[Stored items]
■ ■ ■

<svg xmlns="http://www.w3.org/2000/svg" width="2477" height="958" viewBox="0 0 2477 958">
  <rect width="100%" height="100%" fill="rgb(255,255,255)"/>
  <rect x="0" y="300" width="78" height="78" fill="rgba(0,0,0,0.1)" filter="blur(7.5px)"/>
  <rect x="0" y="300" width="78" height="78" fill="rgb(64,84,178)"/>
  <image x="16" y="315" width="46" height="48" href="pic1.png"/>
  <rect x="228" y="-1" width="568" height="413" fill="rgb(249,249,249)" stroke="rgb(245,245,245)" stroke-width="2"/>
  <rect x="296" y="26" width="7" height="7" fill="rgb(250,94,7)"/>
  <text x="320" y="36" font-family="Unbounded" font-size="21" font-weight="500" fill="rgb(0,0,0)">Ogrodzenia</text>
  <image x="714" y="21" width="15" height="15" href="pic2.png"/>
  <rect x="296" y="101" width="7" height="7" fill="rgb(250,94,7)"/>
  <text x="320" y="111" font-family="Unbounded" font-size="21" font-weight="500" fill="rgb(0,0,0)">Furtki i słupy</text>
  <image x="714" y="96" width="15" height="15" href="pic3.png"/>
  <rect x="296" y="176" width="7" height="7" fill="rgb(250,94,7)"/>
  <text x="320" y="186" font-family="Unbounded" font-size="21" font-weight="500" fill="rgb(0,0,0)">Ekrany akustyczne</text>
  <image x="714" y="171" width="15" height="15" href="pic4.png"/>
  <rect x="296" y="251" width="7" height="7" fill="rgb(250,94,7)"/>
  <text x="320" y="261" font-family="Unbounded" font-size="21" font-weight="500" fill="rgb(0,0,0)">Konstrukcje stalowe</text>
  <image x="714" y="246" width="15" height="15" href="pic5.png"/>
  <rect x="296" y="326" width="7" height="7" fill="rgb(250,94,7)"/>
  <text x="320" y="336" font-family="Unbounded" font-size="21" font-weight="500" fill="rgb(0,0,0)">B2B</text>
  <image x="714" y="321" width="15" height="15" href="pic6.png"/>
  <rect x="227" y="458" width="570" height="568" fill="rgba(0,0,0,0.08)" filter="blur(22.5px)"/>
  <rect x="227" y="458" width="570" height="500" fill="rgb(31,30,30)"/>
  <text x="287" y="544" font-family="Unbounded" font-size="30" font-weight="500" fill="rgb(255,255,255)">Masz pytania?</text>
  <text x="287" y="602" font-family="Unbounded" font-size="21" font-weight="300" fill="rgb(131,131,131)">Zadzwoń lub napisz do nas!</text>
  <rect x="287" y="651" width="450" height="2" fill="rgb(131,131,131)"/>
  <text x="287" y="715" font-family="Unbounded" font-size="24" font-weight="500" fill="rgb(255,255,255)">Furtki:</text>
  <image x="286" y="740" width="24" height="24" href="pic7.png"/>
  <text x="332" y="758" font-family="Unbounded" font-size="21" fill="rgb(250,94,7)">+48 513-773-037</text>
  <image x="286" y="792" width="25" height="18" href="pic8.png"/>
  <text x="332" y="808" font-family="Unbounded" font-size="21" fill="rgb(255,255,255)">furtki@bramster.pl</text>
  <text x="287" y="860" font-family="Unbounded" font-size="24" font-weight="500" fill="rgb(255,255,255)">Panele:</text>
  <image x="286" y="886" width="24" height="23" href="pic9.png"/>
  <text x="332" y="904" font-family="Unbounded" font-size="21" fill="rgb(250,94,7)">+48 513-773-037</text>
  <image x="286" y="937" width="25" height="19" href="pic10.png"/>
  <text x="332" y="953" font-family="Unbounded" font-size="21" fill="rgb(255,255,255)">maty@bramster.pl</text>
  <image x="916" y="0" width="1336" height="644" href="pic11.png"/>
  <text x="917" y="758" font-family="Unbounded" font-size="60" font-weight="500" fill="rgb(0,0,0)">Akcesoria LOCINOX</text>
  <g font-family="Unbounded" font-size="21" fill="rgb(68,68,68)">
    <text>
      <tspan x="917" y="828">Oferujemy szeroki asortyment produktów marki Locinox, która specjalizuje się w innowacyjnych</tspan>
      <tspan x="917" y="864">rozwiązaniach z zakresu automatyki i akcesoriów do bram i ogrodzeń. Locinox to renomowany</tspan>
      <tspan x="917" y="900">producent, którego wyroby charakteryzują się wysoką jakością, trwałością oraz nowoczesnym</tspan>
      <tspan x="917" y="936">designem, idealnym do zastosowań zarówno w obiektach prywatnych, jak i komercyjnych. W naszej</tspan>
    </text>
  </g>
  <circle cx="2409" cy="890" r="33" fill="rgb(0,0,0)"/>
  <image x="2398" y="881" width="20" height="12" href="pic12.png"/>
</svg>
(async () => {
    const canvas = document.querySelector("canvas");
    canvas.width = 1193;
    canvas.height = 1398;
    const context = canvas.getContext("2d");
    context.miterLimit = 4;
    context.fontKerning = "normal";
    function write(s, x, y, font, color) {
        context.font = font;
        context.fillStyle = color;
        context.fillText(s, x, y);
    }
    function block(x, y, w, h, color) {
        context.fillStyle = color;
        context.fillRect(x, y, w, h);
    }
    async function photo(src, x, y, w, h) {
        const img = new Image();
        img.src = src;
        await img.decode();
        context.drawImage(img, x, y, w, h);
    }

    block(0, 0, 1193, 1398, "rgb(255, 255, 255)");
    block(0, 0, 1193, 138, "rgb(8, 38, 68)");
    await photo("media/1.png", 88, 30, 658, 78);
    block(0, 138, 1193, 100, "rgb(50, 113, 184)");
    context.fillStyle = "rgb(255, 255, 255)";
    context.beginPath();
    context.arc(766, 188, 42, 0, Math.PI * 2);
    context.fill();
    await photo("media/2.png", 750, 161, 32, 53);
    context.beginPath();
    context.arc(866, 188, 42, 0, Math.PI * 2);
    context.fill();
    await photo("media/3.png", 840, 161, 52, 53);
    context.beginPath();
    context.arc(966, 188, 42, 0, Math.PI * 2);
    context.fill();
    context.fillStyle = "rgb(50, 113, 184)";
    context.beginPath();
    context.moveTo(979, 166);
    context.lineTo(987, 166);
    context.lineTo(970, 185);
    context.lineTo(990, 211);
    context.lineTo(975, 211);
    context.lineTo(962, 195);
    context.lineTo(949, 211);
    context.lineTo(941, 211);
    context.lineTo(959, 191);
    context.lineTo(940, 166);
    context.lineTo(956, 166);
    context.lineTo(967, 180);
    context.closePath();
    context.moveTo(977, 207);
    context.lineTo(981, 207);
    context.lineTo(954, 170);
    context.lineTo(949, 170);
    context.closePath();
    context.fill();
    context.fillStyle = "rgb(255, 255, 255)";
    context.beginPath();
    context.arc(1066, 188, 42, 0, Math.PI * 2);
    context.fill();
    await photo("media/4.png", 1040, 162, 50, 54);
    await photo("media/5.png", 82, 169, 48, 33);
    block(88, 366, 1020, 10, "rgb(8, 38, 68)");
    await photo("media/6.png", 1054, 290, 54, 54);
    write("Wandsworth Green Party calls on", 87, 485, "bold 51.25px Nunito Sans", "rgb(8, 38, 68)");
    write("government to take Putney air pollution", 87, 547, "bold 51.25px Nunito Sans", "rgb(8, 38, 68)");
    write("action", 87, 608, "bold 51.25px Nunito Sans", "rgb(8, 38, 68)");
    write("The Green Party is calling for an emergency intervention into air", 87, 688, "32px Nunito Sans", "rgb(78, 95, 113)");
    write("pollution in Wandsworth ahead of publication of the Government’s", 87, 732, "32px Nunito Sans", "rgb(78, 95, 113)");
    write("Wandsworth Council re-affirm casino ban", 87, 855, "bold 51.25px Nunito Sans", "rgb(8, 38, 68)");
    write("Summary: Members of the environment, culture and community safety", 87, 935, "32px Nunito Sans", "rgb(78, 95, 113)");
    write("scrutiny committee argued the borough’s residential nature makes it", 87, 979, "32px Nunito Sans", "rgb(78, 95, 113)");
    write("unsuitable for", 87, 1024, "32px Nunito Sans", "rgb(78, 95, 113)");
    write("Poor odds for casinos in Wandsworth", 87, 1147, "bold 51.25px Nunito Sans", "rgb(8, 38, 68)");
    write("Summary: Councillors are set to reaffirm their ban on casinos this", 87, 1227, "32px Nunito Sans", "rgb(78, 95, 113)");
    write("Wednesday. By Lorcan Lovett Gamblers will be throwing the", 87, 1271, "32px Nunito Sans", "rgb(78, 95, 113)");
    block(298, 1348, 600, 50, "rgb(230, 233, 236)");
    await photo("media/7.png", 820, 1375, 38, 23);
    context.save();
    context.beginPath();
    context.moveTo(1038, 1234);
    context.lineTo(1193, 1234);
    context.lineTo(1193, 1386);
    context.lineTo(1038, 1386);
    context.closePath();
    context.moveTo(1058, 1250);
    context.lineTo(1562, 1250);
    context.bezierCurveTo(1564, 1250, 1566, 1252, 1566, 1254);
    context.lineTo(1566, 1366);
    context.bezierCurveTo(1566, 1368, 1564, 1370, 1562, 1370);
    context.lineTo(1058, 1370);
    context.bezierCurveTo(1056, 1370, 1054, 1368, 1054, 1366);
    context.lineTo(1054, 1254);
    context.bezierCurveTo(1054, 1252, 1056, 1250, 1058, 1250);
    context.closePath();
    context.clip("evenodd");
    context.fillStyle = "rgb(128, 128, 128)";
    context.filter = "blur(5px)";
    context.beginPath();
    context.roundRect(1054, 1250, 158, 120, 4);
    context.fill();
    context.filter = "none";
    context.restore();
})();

■ ■ ■

[INSTRUCTIONS FOR THE TASK]:
Search the records above for the string "casinos". Report each line that has it.

[TASK RESULT]:
    write("Poor odds for casinos in Wandsworth", 87, 1147, "bold 51.25px Nunito Sans", "rgb(8, 38, 68)");
    write("Summary: Councillors are set to reaffirm their ban on casinos this", 87, 1227, "32px Nunito Sans", "rgb(78, 95, 113)");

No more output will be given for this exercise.